Chef and cookbook author to establish cooking resource at UCSC

Renowned chef and cookbook author Bruce Aidells has pledged a $20,000 gift to establish a cookery endowment at UC Santa Cruz.

Bruce Aidells earned a Ph.D. in biology from UCSC.
Aidells is the author of 11 cookbooks, including the meat and poultry chapters for the newly revised Joy of Cooking. He has also been a guest chef on a wide variety of television shows such as Martin Yan's Yan Can Cook, Martha Stewart's From Martha's Kitchen, and Cooking Live with Sarah Molton.

"I'm interested in making this endowment so future generations have access to information about how to cook, since that information is no longer being passed down from mother to daughter, or mother to son," Aidells said. "I want to do as much as I can so that we don't produce a generation of students who depend on corporations to put a hot meal on the table."

Aidells hopes to counter the corporate promotion of highly processed foods with a complete range of educational materials that promote the values and various techniques of home cooking with high-quality fresh foods. The goal is to give students a lifelong appreciation for good food, plus an awareness of the role that raising, preparing, and sharing food plays in creating community across the world.

An alumnus of UC Santa Cruz, Aidells earned a Ph.D. in biology in 1974. He worked as a research fellow at the Imperial Cancer Research Fund in London for three years, before heading off to a two-year stint with the National Institute of Health in Bethesda, Maryland. Though he found the English intellectual approach to science appealing, he soon gave up science for a career in the kitchen.

"I made a lifestyle decision that it was more important for me to remain in the Bay Area than find a job in science in an area of the country where I didn't want to live," Aidells said. "And I always thought I was a better cook than I was a scientist," he added.

Aidells had briefly tasted the life of a restaurateur during his student days at UC Santa Cruz. An amateur cook in his spare time, he had been given the opportunity to design and build his own small restaurant on campus in the early 1970s, during the planning stages of what is now Kresge College.

"It was called Fat Alberts Rotunda, named after the cover of a Herbie Hancock album," Aidells recalled. "I was officially a graduate student. But I had to give up my restaurant when my graduate adviser said he hadn't seen me in the lab in six months."
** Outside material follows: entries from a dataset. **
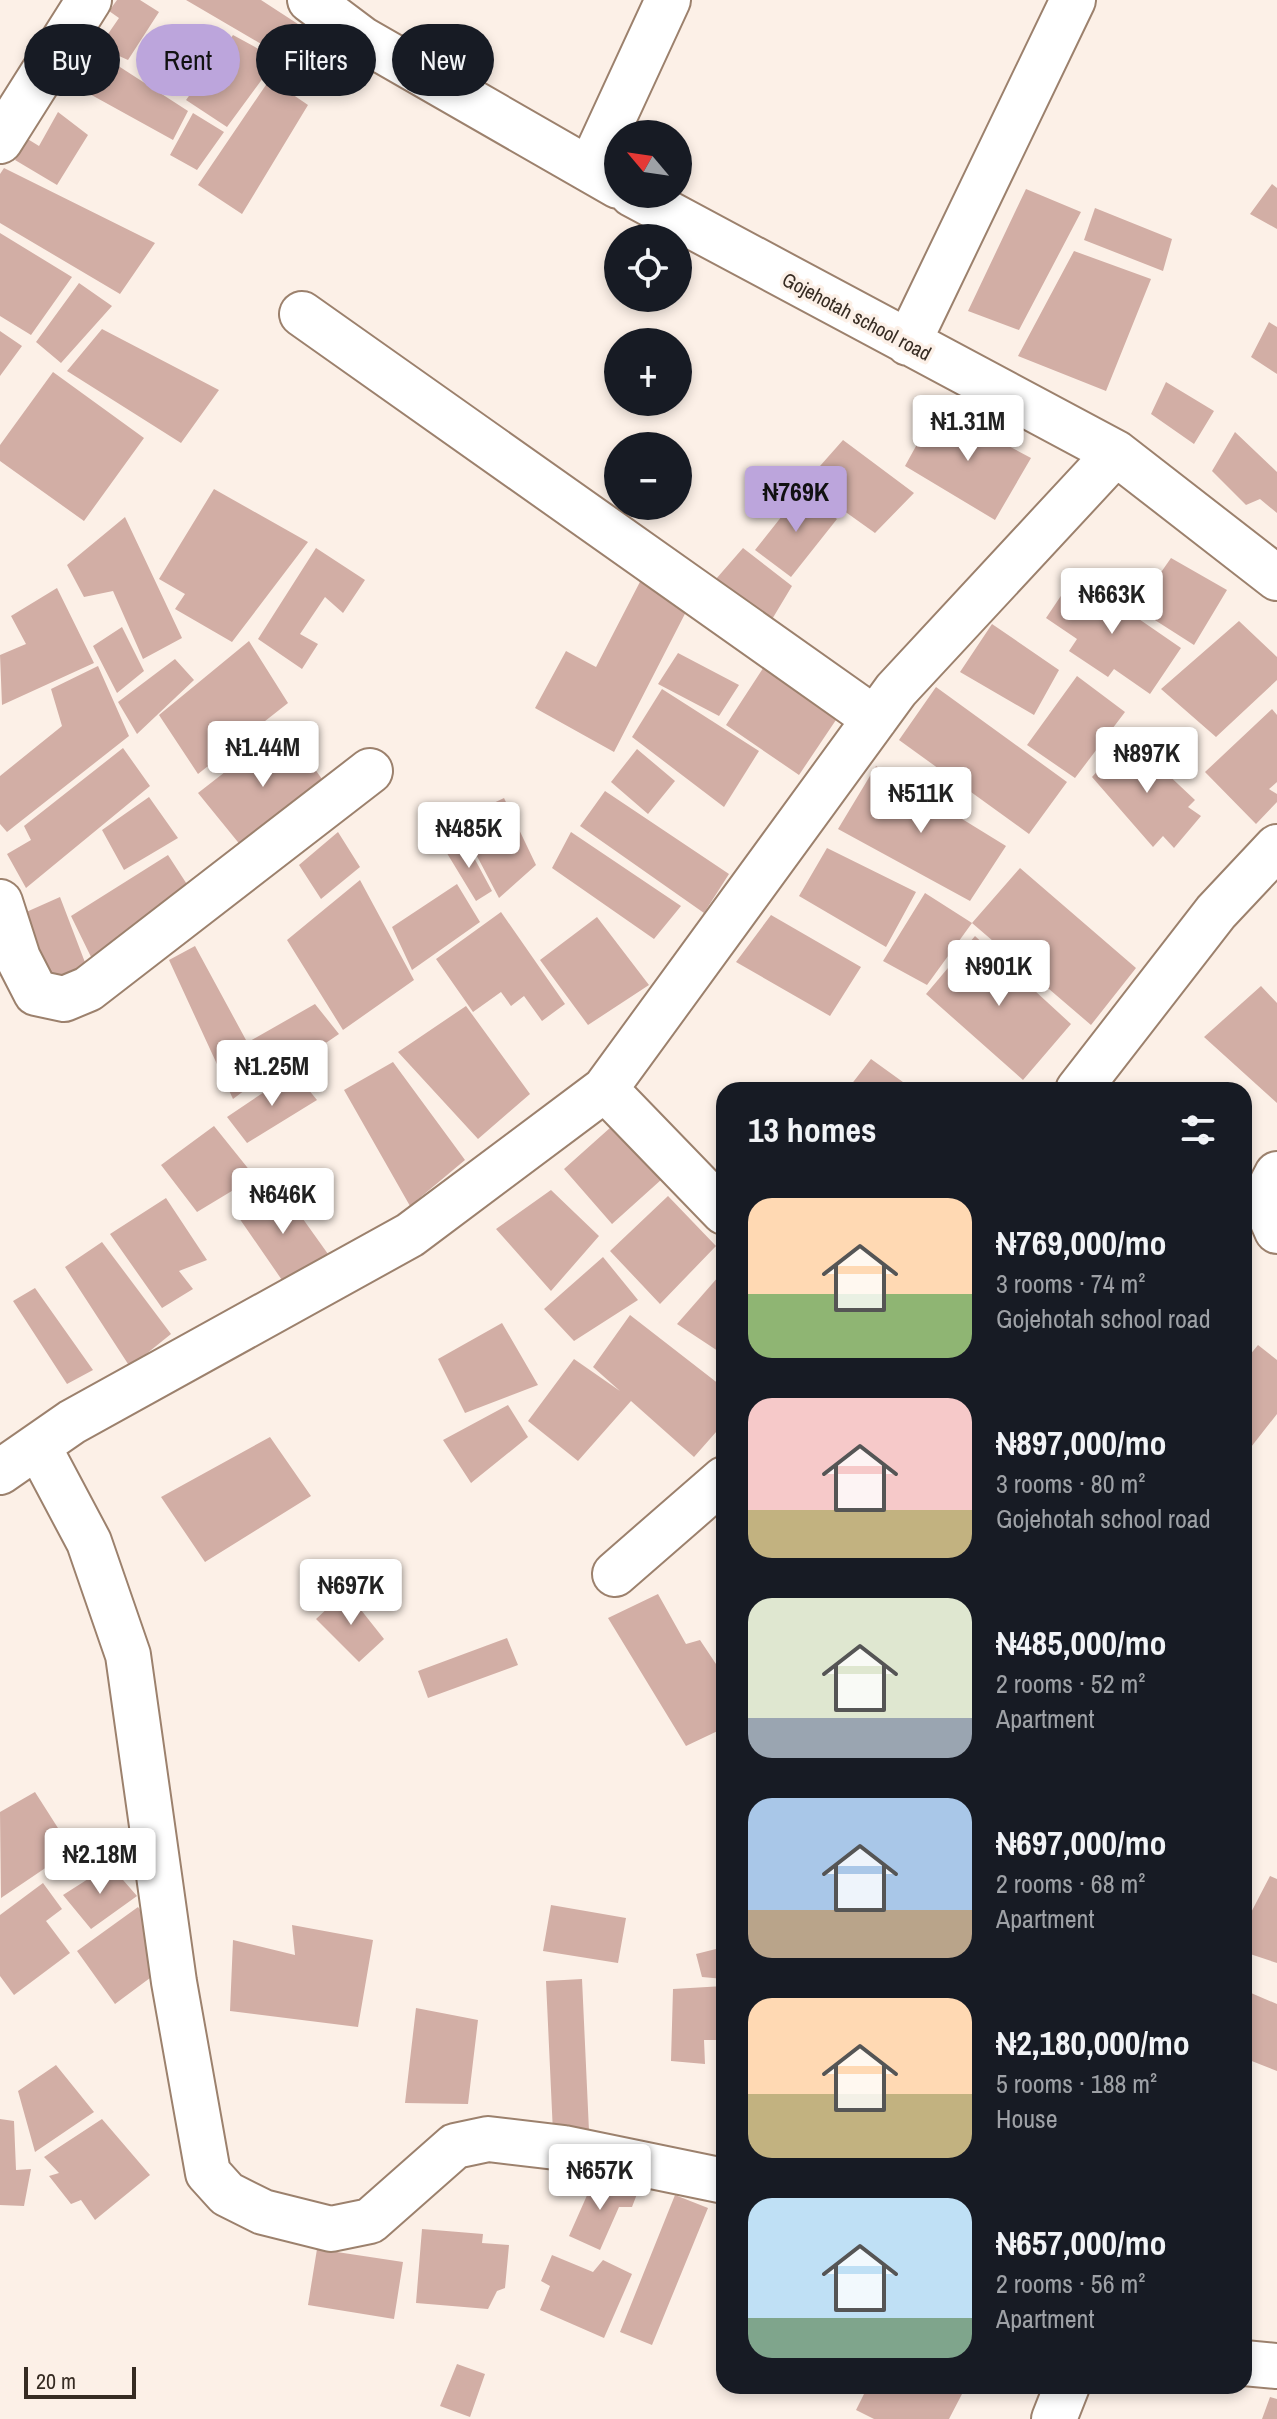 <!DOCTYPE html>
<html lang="en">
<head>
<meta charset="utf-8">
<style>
  :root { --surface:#171b24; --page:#242831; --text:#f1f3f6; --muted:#9ea1a6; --accent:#bca5dc }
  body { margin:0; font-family:"Archivo Narrow",sans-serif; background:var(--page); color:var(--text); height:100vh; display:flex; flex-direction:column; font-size:30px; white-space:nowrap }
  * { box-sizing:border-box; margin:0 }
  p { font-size:26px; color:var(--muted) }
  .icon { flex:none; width:44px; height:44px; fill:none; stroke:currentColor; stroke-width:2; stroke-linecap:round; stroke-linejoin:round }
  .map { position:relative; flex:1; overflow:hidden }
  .side { position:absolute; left:716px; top:1082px; width:536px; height:1312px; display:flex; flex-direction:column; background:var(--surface); border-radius:24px; box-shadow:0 4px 12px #0003 }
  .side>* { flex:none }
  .top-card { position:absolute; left:24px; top:24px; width:572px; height:72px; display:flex; gap:16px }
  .needle { width:52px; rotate:299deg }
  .fabs { position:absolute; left:604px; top:120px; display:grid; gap:16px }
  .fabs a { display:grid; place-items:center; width:88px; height:88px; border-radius:50%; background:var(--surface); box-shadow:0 4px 12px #0003; font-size:40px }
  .scale { position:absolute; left:24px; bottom:20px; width:112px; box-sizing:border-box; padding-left:8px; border:4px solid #362b22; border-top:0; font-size:22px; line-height:28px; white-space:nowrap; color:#362b22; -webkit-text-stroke:6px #fcf0e7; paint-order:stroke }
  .price { position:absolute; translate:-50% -68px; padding:0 18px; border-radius:8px; background:#fff; color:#222; font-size:26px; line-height:52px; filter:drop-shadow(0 2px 4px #0008) }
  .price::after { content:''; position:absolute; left:50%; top:48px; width:24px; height:18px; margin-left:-12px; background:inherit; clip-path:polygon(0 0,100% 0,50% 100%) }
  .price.current { background:var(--accent); color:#111 }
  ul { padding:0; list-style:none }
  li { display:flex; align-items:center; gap:24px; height:200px; padding:0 32px }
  li span { display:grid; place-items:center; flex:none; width:224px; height:160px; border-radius:24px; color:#555 }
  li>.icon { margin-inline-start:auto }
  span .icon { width:96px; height:96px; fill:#fffc; stroke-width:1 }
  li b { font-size:34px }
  h2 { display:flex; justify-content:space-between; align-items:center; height:96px; padding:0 32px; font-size:34px }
  .pill { padding:0 28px; border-radius:36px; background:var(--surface); box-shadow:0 4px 12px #0003; font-size:28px; line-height:72px }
  .pill.current { background:var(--accent); color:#111 }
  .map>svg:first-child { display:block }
  .building { fill:#d2aea5 }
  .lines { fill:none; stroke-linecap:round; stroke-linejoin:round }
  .minor-casing { stroke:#9c816d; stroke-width:48 }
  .minor { stroke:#fff; stroke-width:44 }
  .labels { text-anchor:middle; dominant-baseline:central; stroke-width:7; stroke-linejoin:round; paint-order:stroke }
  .street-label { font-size:20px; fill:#362b22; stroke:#fcf0e7 }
</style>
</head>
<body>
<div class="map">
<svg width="1277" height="2419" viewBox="0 0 1277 2419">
  <rect width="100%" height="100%" fill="#fcf0e7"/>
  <path class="building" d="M117 0H140L159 12 128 60 99 47 119 18 109 11Z
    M186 0H261L301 26 280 55Z
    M233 35 277 59 227 127 186 100Z
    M89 47 188 111 173 140 68 82Z
    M270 79 308 105 242 214 198 185Z
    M58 112 88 135 57 185 15 160 26 138 39 146Z
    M193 113 224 132 197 170 170 155Z
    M4 168 155 243 120 294 0 223V174Z
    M1272 184 1277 188V229L1250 214Z
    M1026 189 1081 212 1019 330 968 311Z
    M1095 208 1172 239 1163 271 1084 240Z
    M0 233 72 277 31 335 0 316Z
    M1074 251 1151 279 1106 391 1018 356Z
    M79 283 112 306 61 363 36 342Z
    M1269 322 1277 327V374L1251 357Z
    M102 329 219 390 181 443 67 371Z
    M0 331 22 346 0 376Z
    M53 372 144 438 84 521 0 461V445Z
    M1166 382 1214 411 1194 444 1151 414Z
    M937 408 1031 458 995 520 905 466Z
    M1235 432 1277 472V513L1260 499 1246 505 1212 471Z
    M843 440 914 493 875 533 805 483Z
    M214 489 308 542 232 642 175 609 185 594 159 579Z
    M801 492 837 519 791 577 755 550Z
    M125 517 182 638 143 659 113 591 84 597 67 565Z
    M316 548 365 580 343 613 325 597 300 634 318 644 302 669 258 639Z
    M743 548 792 586 771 621 716 579Z
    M1171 558 1227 590 1194 645 1136 608Z
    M1075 575 1181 648 1150 694 1114 669 1108 677 1069 651 1077 639 1046 618Z
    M643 576 690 604 614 752 535 708 566 651 596 667Z
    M57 588 94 663 2 705 0 655 26 644 11 616Z
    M1239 621 1277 657V680L1216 737 1161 689Z
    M992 624 1059 670 1034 715 960 672Z
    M122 627 144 671 117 693 93 646Z
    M249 641 288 703 198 774 159 715Z
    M678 653 739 685 719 716 658 684Z
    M771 656 844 708 799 775 726 725Z
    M175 659 194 680 137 734 118 702Z
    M98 666 129 736 7 832 0 824V776L62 726 51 689Z
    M1077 676 1125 712 1075 778 1027 745Z
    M936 687 1067 782 1029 834 899 740Z
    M662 689 759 751 724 807 632 737Z
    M1272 709 1277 715V782L1269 789 1277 794V802L1256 824 1205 772Z
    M284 726 327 786 246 852 198 793Z
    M1128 737 1195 800 1188 807 1201 816 1174 848 1163 836 1153 847 1092 777Z
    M123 748 150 786 26 888 7 854 31 840 24 826Z
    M637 749 675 781 648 814 611 782Z
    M876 766 1006 846 970 901 838 829Z
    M605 791 729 874 704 913 580 826Z
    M149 797 178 838 124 870 102 830Z
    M504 798 536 865 499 898 458 820Z
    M338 832 360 867 321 899 299 865Z
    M571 832 681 906 654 939 552 868Z
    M465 841 492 891 476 901 445 850Z
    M827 848 916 892 886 947 799 896Z
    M168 855 192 892 93 961 71 916Z
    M1020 868 1136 968 1091 1025 972 923Z
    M360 880 414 980 343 1030 287 940Z
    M457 884 480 922 412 970 392 927Z
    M925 893 972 923 927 985 883 961Z
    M60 897 86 965 53 983 24 913Z
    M501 912 565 1004 542 1021 524 996 511 1006 501 992 473 1012 436 959Z
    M771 915 861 967 830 1016 736 962Z
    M597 917 649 985 588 1025 540 960Z
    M975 936 1071 1024 1023 1080 926 994Z
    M195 946 265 1075 233 1099 169 960Z
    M1261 986 1277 1003V1103L1204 1037Z
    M315 1004 339 1034 273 1079 250 1041Z
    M466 1006 530 1094 478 1139 398 1052Z
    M871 1059 914 1090H847Z
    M393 1062 465 1160 410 1206 344 1090Z
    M294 1072 317 1100 247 1143 227 1117Z
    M214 1126 255 1177 197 1212 161 1165Z
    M611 1127 662 1179 612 1224 564 1169Z
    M551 1190 599 1236 551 1291 496 1229Z
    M283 1191 328 1254 284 1283 237 1215Z
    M668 1196 716 1246 660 1304 610 1251Z
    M166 1198 207 1260 179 1271 193 1289 162 1308 110 1234Z
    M102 1242 171 1334 130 1367 65 1267Z
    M603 1257 638 1300 574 1341 544 1309Z
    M719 1276 724 1280V1355L677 1324Z
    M35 1288 93 1370 67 1384 13 1301Z
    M630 1315 724 1388V1423L694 1457 631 1401 578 1461 528 1421 574 1359 620 1391 593 1367Z
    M502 1323 538 1385 465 1413 438 1359Z
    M1258 1345 1277 1360V1414L1244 1456V1362Z
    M508 1405 528 1437 471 1483 443 1440Z
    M270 1437 311 1496 205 1562 161 1497Z
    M346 1591 384 1639 359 1662 316 1619Z
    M658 1594 686 1644 700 1640 724 1676V1728L686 1746 608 1618Z
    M507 1638 518 1665 428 1698 418 1671Z
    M35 1792 72 1850 1 1898 0 1812Z
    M110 1865 137 1896 91 1929 63 1895Z
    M1270 1876 1277 1879V1963L1244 1952V1926Z
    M43 1883 62 1909 46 1921 70 1953 14 1995 0 1976V1915Z
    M551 1905 626 1918 618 1963 543 1951Z
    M138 1907 151 1925 150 1978 115 2004 77 1951Z
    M292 1925 373 1940 358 2027 230 2011 233 1940 295 1955Z
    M724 1947V1979L702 1977 696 1954Z
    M582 1979 589 2131 553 2133 546 1981Z
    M724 1986V2040H704L705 2064 671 2061 673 1989Z
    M1244 1990 1277 2004V2071L1244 2058Z
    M416 2008 478 2020 468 2104 405 2103Z
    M56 2065 94 2112 35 2152 18 2091Z
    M0 2119 14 2121 16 2170 31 2169 24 2206 0 2205Z
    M102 2119 150 2175 95 2220 81 2200 71 2204 49 2176 59 2173 44 2157Z
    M596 2175 637 2194 632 2207H619L600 2250 569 2236Z
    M675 2195 708 2208 652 2345 620 2332Z
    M422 2229 483 2234 482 2243 509 2245 505 2288 497 2291 488 2309 416 2303Z
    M317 2249 403 2262 394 2319 308 2305Z
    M552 2255 593 2272 603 2260 632 2274 604 2338 540 2310 550 2286 541 2281Z
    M457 2364 485 2374 470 2417 440 2406Z
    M868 2386H947L962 2394 949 2419H874L856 2410Z
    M1270 2397 1277 2399V2419H1262Z"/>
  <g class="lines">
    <g class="minor-casing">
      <path id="minor" d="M310 0 362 39 618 186
        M0 141 89 0
        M590 169 668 0
        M632 194 1116 453 1277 578
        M302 314 875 719
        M908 343 1073 0
        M0 902 18 958 36 993 64 999 88 989 370 771
        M605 1089 724 1212
        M1078 1090 1216 912 1277 847
        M1277 1174C1264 1196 1266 1208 1277 1231
        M38 1446 89 1542 128 1655 174 1982 208 2173 227 2194 263 2212 331 2229 370 2221 455 2146 488 2139 564 2148 724 2181
        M0 1472 72 1422 410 1235 605 1089 896 690 1116 453
        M615 1574 724 1479
        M1244 2363 1277 2366
        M1054 2419 1067 2386"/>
    </g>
    <use href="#minor" class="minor"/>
  </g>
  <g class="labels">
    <g class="street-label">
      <text transform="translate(857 316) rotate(28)">Gojehotah school road</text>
    </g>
  </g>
</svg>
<div class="fabs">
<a><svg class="needle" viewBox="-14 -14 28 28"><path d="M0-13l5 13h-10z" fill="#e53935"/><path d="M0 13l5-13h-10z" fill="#9ea1a6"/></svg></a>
<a><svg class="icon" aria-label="locate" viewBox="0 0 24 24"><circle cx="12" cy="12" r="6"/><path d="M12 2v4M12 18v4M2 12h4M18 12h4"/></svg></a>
<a>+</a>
<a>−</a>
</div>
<div class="scale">20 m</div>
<b class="price" style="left:968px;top:463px">₦1.31M</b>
<b class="price current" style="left:796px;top:534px">₦769K</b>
<b class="price" style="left:1112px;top:636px">₦663K</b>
<b class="price" style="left:263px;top:789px">₦1.44M</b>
<b class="price" style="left:1147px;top:795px">₦897K</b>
<b class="price" style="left:921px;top:835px">₦511K</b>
<b class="price" style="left:469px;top:870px">₦485K</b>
<b class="price" style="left:999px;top:1008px">₦901K</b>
<b class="price" style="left:272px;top:1108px">₦1.25M</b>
<b class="price" style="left:283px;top:1236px">₦646K</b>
<b class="price" style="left:351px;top:1627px">₦697K</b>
<b class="price" style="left:100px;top:1896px">₦2.18M</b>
<b class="price" style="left:600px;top:2212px">₦657K</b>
<div class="top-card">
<a class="pill">Buy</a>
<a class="pill current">Rent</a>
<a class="pill">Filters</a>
<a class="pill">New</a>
</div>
<section class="side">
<h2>13 homes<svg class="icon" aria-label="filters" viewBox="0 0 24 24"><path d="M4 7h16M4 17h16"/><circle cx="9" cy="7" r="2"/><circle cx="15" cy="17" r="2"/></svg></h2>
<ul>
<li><span style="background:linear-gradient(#ffd9b3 60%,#8fb573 0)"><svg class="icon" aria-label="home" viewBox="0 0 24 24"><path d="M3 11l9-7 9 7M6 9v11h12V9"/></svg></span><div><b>₦769,000/mo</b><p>3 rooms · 74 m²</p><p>Gojehotah school road</p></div></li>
<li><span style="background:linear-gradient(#f6c9c9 70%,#c2b280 0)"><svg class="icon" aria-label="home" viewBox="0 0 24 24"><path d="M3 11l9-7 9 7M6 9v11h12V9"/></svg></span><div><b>₦897,000/mo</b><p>3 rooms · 80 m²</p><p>Gojehotah school road</p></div></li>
<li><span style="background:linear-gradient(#dfe7d0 75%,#9aa5b1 0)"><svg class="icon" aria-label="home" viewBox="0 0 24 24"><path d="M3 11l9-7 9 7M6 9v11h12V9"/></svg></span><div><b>₦485,000/mo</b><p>2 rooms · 52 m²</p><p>Apartment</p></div></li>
<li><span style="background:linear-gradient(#a9c7e8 70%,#b9a48a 0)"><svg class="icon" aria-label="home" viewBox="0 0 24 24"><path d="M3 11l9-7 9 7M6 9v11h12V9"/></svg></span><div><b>₦697,000/mo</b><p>2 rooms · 68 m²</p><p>Apartment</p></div></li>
<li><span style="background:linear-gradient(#ffd9b3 60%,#c2b280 0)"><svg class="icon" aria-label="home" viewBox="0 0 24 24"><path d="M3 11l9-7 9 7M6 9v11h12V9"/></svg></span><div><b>₦2,180,000/mo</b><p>5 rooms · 188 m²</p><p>House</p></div></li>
<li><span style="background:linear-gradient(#bfe0f5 75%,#7fa58c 0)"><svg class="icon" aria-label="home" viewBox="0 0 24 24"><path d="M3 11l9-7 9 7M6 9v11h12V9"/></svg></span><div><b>₦657,000/mo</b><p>2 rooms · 56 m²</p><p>Apartment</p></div></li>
</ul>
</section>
</div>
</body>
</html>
He went on to create Aidells Sausage Company in 1983, providing his own handcrafted sausages to chef friends at some of the Bay Area's top restaurants. The business was wildly successful, and he became a familiar figure in the cooking world.

Aidells has since made more than 30 appearances on Bay Area television, and has appeared with wife Nancy Oakes (chef and co-owner of Boulevard Restaurant in San Francisco and the James Beard Foundation's 2001 "Best Chef in California") on shows such as PBS's Rising Star Chefs and the Food Channel's TV News. He is additionally a regular contributor to national magazines such as Gourmet, Bon Appetit, Fine Cooking, and Cooking Light.

Aidells said he was currently working on a new cookbook about pork, which will be published by HarperCollins in 2005. He spends his time now writing books, testing recipes, and teaching cooking classes. Aidells recently traveled to Texas for one such course.

"I like the fact that a guy from Berkeley, CA, goes to Texas to teach a bunch of Texans how to cook meat," he observed wryly.

The UC Santa Cruz endowment income will be used to create and maintain a core collection of books, periodicals, audiovisual materials, personal papers, and archives at the University Library on the subjects of cooking, eating, and gastronomy. Aidells has also agreed to provide content for an online cooking site which would be linked to the library's home page, and aimed at teaching students how to stock a kitchen and prepare food. Eventual plans may include cooking classes held at the organic farm on campus, as well as lectures, food demonstrations, and even a café.